While the Canadian research firm BCA Research’s report has hinted at improvement in Pakistan’s remittances inflow, the Asian Development Bank (ADB) has predicted remittances to go down drastically in wake of the ongoing coronavirus pandemic.
ADB’s latest report, titled ‘COVID-19 Impact on International Migration, Remittances, and Recipient Households in Developing Asia’ released on Monday and said, “The COVID-19 pandemic is expected to hit remittances hard in Asia and the Pacific. In 2019, 6 of the 10 largest remittance recipients globally were from this region—India, the People’s Republic of China (PRC), the Philippines, Pakistan, Bangladesh, and Vietnam”.
ADB said that Pakistan, a country heavily reliant on remittances could see a decline of 26.8 percent from baseline remittances in 2018 under the worst case scenario.

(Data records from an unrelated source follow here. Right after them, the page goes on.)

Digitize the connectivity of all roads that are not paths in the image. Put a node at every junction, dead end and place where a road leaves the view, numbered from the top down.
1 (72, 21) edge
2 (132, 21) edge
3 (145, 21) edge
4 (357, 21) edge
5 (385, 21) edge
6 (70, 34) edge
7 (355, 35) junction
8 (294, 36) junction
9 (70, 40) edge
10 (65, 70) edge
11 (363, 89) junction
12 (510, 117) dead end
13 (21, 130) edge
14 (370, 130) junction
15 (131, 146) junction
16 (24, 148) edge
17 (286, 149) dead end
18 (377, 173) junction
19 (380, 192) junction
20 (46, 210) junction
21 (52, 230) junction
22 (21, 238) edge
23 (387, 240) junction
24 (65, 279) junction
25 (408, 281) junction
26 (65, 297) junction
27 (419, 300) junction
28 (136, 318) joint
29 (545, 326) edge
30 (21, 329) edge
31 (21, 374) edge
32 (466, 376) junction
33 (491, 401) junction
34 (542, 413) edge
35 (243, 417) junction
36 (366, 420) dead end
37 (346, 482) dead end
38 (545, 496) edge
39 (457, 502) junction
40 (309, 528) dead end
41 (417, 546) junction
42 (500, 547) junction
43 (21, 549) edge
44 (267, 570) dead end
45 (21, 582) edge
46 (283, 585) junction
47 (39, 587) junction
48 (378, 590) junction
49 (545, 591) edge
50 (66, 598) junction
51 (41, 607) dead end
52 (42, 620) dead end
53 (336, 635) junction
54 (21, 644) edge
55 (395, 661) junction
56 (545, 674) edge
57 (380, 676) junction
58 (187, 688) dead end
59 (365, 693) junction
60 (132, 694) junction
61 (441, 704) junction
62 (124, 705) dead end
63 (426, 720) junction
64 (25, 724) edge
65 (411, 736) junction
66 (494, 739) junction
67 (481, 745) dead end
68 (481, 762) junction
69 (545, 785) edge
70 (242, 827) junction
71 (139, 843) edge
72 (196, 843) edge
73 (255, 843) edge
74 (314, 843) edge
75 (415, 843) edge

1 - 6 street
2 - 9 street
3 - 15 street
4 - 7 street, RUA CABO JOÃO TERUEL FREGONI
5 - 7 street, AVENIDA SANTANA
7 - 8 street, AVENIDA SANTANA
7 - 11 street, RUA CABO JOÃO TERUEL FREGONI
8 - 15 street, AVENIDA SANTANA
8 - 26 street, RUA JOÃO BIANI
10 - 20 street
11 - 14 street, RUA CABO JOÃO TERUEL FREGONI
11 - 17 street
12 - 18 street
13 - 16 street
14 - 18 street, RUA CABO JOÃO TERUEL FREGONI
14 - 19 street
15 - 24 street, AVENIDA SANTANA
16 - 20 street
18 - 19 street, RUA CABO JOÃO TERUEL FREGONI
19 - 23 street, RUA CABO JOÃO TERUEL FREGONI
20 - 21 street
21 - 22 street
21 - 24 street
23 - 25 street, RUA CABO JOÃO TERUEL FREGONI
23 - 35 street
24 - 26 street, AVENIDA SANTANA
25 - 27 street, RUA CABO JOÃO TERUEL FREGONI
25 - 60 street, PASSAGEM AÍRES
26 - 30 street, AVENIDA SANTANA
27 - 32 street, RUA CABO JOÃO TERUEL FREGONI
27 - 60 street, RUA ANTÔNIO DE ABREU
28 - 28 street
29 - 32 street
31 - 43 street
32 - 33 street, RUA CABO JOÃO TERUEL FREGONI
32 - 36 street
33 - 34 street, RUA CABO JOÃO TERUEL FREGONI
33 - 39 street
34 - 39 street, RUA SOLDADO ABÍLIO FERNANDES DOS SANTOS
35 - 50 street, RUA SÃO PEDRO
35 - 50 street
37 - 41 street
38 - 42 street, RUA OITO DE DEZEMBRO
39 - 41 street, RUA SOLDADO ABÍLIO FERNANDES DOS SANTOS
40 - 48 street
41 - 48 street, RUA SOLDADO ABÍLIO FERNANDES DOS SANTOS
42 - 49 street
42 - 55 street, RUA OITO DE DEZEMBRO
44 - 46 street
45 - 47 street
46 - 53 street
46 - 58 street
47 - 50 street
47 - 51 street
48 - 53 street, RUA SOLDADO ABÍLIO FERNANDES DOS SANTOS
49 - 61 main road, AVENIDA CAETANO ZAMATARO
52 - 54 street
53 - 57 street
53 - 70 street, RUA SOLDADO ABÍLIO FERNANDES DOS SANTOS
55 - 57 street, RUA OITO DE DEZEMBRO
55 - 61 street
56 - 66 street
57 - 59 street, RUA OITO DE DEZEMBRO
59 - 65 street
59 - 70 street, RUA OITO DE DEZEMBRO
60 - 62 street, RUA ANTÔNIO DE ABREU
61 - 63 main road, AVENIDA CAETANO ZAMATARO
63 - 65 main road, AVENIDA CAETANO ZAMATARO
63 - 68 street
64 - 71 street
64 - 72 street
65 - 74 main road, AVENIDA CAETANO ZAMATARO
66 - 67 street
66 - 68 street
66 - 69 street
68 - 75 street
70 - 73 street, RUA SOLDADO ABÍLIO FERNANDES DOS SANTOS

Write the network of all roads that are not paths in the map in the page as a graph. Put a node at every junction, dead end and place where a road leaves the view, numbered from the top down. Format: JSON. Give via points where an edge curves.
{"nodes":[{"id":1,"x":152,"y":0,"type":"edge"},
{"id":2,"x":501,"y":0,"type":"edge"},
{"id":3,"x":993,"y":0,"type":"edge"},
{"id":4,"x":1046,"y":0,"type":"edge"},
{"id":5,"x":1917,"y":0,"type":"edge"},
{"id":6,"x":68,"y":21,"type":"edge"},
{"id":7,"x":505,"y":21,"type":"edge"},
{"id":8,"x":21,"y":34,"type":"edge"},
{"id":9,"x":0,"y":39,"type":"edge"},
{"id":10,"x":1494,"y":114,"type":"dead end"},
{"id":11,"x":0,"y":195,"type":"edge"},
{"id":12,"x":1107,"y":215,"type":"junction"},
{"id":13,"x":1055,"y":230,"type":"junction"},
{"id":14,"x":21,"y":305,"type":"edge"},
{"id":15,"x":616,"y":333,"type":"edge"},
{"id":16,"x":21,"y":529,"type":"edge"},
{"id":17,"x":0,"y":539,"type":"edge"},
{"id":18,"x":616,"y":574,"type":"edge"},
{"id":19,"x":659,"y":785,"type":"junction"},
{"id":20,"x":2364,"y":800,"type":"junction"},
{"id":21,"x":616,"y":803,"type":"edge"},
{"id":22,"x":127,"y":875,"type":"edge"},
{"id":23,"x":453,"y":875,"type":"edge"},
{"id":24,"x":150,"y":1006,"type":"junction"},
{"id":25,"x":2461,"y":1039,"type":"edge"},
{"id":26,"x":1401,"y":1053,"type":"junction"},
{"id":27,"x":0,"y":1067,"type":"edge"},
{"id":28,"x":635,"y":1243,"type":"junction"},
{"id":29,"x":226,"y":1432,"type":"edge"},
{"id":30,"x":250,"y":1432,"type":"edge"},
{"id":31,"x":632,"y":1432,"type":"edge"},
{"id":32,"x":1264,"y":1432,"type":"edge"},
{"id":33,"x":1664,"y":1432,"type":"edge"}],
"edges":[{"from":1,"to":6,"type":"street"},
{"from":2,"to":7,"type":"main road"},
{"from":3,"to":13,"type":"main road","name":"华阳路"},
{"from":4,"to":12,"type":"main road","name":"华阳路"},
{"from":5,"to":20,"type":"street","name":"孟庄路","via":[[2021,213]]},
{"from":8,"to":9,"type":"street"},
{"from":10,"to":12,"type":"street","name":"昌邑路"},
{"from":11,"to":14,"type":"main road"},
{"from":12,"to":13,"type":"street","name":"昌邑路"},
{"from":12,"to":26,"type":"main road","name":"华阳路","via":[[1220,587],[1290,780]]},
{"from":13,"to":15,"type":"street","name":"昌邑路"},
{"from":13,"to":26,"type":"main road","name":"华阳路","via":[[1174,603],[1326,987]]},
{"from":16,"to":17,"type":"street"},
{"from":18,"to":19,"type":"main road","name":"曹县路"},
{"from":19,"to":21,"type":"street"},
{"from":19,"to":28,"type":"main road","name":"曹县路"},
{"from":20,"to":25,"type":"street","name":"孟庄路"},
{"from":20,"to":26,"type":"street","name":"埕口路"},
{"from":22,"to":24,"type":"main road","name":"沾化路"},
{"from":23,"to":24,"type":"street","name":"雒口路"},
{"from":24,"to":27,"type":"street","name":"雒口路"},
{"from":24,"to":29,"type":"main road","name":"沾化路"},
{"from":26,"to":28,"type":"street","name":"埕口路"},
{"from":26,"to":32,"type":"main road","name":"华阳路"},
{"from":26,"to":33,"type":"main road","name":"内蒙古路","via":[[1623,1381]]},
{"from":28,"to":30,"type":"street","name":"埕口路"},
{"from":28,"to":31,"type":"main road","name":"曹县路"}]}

Back in July, Pakistan received all-time high over $23 billion home remittances inflows during the last fiscal year (FY20).
According to State Bank of Pakistan (SBP), on a cumulative basis, workers’ remittances surged to a historic high level of $23.121 billion during FY20 compared to $21.739 billion during FY19, witnessing a growth of some 6.5 percent or $1.3 billion.
Similarly, workers’ remittances sent by overseas Pakistanis also posted a significant increase of 51 percent during the last month (June 2020) of FY20. Workers’ remittances reached record high level of $2.466 billion in June 2020 compared with $1.636 billion in June 2019.
Globally the remittances could decline by $108.6 billion this year as job losses mount and employers trim payrolls amid a COVID-19 pandemic that has devastated economies. The countries likely to face more severe effects from the pandemic-induced decline in remittance inflows are the ones where remittance shares to gross domestic product (GDP) and per capita remittances are high i.e. Tonga, Samoa, and other Pacific countries, with remittances relative to the size of their economies and populations very high.